As a leader, the company is doing what it can do to help the small percentage of impacted customers with other homeowner insurance products.

Allstate is also strongly supporting long-term solutions that will better prepare and protect us in the event of a catastrophe.

The company supports the establishment of a properly constructed Catastrophe Fund.

This would be a public/private partnership where private money, in the form of a portion of customer's premiums, is put in a fund administered by the state. That money grows on a tax-free basis and would be used to pay losses above a designated level in the event of a mega-catastrophe. Additionally, it supports strengthening first responders, enhancing the recovery and rebuilding processes, and improving consumer education. There is no burden to taxpayers!

At the time, the September 11 terrorist attack on the World Trade Center was the most expensive catastrophe in history, costing an estimated $30 billion. (Reports say that the estimated cost of Hurricane Katrina exceeds $50 billion.) What if the attack on the World Trade Center had been followed by a major hurricane? Or, what if a devastating earthquake struck California one week later? We do not want to think about back-to-back mega disasters, but they can and do happen.

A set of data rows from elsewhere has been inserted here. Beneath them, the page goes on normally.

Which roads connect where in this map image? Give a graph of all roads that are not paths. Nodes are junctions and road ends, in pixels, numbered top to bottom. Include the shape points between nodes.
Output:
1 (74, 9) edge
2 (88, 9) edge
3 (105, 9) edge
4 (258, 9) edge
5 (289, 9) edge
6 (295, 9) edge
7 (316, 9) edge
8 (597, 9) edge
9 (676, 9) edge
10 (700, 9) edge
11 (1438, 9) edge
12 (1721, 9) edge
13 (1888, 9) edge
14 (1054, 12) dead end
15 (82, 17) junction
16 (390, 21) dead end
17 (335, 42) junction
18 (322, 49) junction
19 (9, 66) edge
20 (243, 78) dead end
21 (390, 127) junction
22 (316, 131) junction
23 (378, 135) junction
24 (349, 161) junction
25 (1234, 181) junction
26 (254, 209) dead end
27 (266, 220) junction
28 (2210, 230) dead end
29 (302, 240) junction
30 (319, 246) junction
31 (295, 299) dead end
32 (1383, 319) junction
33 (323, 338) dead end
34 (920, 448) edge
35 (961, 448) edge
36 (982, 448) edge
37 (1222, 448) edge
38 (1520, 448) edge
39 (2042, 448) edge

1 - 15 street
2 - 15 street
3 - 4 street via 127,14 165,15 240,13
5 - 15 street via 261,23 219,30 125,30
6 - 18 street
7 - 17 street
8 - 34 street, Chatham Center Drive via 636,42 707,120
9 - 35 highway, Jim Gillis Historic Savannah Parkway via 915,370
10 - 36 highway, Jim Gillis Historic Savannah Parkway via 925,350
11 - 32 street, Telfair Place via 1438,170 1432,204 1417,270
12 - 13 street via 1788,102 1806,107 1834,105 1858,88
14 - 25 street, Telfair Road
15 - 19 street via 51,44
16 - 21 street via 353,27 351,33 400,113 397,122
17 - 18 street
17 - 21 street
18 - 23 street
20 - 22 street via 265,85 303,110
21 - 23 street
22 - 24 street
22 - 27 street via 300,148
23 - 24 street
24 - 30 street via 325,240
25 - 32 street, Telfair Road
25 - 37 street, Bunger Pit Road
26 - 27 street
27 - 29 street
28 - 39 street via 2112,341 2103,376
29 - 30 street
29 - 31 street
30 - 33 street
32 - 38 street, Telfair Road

The cost of any single catastrophic event (let alone multiple events) is enough cause for consideration of a Catastrophe Fund.

Our regulators and legislators are to be commended for joining together on the issue and encouraging important and pertinent dialogue. Allstate will surely be a participant in these discussions and actively involved in the establishment of any solutions.

Bidding farewell to winter and giving a warm welcome to spring are our reminders of the coming hurricane season. We have learned a great deal from the last two seasons, but most of all, I think we've learned to never say never. No matter what happens in the coming season, we should be grateful that light has been shed on this important issue.

Thank you to our United States and New York representatives as well as to our New York State Insurance Department Superintendent Howard Mills for raising awareness and ensuring the proper preparation and protection of New Yorkers and Americans. It seems we all agree that the worst thing we can do, as a state and as a country, is nothing.